What your business can learn from cult burgers and neuroscientists.
By Stacy Perman
Businesses, if they are lucky, can have a lot in common with cults. Apple Computer, Harley-Davidson and Trader Joe's are all examples of companies that inspire fanatical loyalty in their customers. If you live in or near California, you probably know that In-N-Out Burger has inspired the same kind of devotion. Customers line up in the wee hours when a new outlet opens. They buy the chain's T-shirts. Even Julia Child was a fan.
How do firms get customers to identify so strongly with their brands? By offering unique products, promoting a membership ethos and selling not just goods but meaning. Stacy Perman's illuminating new book, In-N-Out Burger, is an absorbing case study of how a family business came to be at the center of its own cheerful cult.

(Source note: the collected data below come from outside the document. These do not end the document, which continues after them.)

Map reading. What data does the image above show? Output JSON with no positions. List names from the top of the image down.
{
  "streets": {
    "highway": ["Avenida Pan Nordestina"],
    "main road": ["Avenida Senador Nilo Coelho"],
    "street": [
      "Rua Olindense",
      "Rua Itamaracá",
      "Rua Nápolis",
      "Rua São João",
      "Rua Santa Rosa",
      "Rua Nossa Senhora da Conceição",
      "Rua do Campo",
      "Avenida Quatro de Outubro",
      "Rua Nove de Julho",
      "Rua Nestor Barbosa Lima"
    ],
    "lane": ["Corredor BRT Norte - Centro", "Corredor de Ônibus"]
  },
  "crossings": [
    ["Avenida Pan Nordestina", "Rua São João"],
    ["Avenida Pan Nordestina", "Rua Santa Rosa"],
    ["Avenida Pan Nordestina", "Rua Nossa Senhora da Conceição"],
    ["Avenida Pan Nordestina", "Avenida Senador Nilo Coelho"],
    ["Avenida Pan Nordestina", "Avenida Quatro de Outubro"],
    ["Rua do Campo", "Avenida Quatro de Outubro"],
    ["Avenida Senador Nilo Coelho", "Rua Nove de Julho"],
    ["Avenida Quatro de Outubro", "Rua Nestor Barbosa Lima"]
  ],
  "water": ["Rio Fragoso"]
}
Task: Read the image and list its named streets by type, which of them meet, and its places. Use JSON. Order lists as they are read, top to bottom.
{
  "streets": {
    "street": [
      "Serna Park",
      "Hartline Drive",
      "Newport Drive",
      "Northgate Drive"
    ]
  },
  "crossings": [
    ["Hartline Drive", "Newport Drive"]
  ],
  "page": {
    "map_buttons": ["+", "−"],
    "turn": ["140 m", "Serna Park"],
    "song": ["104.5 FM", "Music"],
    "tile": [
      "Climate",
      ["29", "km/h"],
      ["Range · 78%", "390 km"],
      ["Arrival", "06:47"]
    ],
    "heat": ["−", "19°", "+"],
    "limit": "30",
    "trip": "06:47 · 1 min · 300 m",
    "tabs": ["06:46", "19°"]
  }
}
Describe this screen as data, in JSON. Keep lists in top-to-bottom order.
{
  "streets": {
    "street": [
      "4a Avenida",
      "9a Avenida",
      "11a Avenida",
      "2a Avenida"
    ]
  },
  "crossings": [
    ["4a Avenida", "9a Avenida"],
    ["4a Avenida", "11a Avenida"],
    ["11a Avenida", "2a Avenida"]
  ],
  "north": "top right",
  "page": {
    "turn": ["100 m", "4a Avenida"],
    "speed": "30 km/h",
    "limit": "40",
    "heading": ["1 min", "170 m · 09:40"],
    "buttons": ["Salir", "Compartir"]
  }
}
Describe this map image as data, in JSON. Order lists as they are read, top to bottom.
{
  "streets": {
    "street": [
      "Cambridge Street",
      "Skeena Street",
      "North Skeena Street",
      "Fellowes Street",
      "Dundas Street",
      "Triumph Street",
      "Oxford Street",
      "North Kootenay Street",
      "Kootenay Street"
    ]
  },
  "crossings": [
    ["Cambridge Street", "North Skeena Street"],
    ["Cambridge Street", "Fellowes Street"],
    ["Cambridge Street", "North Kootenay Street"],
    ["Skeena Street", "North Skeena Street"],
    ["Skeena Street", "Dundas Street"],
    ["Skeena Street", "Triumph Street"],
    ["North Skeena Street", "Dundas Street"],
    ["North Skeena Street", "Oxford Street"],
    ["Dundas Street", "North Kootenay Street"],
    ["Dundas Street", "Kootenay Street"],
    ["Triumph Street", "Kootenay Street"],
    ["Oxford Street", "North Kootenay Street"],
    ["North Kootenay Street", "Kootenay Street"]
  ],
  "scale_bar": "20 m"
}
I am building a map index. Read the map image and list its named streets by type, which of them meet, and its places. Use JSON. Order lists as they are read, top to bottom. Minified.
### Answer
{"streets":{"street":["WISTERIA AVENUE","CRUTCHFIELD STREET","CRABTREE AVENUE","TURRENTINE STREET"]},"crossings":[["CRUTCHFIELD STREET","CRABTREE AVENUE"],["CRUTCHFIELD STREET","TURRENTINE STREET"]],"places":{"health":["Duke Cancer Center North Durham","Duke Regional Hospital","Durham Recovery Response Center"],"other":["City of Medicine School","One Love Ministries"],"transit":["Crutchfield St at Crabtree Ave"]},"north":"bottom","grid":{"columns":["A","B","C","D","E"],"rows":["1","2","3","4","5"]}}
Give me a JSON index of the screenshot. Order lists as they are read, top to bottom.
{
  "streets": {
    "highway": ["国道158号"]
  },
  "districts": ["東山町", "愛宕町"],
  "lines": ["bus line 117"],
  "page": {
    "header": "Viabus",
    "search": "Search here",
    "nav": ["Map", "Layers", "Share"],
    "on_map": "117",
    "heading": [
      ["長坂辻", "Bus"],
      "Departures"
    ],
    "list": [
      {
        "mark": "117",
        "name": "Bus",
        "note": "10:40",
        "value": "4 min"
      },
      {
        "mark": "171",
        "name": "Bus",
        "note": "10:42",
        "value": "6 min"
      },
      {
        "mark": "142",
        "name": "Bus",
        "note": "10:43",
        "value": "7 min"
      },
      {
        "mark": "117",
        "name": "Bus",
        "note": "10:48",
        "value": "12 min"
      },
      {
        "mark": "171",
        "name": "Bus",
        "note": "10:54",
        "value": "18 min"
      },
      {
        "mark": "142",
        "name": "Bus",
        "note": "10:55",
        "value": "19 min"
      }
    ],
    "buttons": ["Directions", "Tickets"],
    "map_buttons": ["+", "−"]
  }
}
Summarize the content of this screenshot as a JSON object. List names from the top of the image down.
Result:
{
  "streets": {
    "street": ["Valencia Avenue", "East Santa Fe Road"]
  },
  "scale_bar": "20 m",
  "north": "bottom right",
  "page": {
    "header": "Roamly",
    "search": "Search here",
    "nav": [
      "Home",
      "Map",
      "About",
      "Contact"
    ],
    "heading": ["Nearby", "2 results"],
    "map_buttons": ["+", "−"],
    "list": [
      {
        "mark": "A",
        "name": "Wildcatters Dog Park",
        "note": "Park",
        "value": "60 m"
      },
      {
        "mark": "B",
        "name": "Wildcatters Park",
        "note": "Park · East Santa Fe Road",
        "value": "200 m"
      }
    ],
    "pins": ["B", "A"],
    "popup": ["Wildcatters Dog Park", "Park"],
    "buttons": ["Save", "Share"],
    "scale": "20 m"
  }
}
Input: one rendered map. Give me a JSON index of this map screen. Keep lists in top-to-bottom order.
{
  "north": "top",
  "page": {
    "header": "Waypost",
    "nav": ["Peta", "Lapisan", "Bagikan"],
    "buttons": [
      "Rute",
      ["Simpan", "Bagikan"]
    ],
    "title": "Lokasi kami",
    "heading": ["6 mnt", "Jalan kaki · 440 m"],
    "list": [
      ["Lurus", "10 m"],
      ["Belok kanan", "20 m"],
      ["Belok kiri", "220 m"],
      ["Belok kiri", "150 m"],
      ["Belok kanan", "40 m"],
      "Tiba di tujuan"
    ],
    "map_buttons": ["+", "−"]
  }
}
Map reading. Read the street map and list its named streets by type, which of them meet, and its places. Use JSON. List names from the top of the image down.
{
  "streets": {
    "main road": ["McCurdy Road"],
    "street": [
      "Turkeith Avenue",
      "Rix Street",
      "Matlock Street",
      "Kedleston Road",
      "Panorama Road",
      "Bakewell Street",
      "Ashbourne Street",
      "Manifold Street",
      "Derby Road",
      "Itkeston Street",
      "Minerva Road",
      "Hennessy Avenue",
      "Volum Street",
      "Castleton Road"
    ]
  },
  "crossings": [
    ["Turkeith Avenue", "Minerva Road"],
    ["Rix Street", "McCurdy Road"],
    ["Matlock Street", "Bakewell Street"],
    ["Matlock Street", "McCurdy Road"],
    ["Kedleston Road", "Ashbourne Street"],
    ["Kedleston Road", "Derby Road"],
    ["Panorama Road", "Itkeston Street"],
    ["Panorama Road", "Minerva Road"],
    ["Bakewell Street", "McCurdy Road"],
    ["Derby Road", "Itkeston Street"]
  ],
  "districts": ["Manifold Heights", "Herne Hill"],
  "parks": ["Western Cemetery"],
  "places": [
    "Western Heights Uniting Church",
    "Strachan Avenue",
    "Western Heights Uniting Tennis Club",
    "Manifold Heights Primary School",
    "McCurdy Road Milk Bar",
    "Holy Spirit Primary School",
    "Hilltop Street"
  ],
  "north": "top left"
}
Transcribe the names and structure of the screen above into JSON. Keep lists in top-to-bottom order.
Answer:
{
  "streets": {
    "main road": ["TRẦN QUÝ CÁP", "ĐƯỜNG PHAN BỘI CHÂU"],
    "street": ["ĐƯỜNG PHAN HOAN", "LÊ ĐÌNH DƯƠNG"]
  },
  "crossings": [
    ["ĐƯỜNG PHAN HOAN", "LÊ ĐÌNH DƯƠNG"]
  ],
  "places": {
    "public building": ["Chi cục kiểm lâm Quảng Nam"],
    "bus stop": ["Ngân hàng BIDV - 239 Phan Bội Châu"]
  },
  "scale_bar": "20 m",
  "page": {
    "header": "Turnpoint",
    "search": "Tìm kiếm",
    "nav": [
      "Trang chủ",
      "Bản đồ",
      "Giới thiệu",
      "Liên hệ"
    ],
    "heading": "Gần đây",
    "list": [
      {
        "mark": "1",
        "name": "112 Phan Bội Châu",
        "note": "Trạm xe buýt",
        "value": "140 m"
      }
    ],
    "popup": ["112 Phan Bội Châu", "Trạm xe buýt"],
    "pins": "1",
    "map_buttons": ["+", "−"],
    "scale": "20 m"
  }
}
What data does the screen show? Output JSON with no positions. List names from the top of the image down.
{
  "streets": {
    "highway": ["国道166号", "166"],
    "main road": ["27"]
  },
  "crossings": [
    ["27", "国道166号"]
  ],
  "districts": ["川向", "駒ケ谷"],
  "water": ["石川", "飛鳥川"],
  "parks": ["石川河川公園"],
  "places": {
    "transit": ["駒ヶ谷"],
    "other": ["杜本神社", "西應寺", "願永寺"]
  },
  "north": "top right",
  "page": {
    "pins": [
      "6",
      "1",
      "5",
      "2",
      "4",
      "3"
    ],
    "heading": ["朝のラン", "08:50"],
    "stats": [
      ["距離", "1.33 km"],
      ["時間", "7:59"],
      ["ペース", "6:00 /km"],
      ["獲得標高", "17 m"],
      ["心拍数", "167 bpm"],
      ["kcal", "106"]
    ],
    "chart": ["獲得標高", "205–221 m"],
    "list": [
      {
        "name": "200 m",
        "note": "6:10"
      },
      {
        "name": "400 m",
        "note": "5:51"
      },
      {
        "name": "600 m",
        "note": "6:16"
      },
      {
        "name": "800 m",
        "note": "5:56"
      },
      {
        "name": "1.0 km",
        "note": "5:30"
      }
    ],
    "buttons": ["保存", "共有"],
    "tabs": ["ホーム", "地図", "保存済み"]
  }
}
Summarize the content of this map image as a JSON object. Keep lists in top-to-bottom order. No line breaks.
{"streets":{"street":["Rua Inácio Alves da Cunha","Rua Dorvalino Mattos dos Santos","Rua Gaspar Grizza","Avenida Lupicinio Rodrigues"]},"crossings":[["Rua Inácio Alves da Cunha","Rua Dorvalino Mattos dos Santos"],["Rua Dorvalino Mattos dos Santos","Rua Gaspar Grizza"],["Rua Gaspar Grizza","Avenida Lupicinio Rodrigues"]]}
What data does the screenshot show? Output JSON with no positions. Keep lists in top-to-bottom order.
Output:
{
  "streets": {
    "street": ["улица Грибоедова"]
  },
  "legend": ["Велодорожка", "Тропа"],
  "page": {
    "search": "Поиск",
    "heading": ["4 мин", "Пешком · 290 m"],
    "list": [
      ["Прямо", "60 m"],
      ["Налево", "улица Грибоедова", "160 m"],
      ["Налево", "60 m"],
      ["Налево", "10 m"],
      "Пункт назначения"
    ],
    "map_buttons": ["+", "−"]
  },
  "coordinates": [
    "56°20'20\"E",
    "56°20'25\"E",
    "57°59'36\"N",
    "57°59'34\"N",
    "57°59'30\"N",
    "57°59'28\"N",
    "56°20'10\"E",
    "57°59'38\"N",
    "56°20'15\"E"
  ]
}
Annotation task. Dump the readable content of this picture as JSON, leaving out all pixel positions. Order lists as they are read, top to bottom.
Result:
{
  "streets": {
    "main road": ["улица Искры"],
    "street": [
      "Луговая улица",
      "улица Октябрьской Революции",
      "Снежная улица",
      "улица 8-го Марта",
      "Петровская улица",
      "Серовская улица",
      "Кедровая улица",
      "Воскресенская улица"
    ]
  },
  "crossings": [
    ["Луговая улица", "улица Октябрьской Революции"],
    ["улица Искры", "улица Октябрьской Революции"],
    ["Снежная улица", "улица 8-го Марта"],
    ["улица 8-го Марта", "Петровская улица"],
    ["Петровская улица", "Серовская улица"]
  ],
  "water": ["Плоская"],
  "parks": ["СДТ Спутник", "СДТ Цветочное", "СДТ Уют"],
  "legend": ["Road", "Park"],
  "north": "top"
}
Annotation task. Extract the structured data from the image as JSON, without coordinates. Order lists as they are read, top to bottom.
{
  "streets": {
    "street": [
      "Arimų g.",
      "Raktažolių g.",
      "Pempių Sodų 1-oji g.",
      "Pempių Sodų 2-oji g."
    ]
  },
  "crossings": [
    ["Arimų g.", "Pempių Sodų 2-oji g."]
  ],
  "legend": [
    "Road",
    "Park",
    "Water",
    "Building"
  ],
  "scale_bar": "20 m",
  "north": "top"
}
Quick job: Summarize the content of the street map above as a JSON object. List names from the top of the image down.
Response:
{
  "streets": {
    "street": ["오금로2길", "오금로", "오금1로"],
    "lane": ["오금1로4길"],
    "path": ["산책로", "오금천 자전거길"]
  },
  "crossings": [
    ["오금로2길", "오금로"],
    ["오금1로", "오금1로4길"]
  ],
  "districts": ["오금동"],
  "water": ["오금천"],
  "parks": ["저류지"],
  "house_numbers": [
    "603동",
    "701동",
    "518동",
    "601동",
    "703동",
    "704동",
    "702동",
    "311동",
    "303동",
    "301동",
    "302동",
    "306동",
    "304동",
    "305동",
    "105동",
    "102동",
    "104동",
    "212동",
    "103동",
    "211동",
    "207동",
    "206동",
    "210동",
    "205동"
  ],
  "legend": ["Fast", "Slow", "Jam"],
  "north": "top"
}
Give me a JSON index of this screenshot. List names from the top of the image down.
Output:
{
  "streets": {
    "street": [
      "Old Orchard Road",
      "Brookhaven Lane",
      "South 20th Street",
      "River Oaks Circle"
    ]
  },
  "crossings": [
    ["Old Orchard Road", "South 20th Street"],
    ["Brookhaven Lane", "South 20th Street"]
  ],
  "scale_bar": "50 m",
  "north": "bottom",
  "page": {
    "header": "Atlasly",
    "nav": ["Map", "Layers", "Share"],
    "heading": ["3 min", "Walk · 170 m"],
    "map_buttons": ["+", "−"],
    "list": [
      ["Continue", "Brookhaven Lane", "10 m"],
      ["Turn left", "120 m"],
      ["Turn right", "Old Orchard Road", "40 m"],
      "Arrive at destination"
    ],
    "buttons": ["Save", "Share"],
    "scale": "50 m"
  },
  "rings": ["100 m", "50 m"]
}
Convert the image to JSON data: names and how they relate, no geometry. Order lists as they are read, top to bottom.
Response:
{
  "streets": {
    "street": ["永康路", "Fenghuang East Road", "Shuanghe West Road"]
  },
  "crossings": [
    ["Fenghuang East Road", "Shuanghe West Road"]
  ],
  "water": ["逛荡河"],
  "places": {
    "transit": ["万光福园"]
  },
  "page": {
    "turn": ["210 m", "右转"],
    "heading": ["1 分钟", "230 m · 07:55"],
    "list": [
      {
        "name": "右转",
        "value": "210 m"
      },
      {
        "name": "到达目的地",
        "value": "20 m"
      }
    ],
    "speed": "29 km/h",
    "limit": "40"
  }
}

From the outset, In-N-Out focused obsessively on quality, paid employees more than the competition and refused to expand beyond its competence or geographic reach. While members of the founding Snyder family could have grown richer by cutting costs like McDonald's, their vision did not include low-grade frozen patties that look and taste like warm cardboard. By remaining loyal to their customers, staff and even suppliers, the Snyders earned money and meaning.
Unfortunately, In-N-Out Burger broke some important business rules, mainly by failing to plan adequately for succession. Perman's atmospheric account of the company's troubles and triumphs should be required reading for family business owners, alongside Rich Cohen's Sweet and Low and Thomas Mann's Buddenbrooks.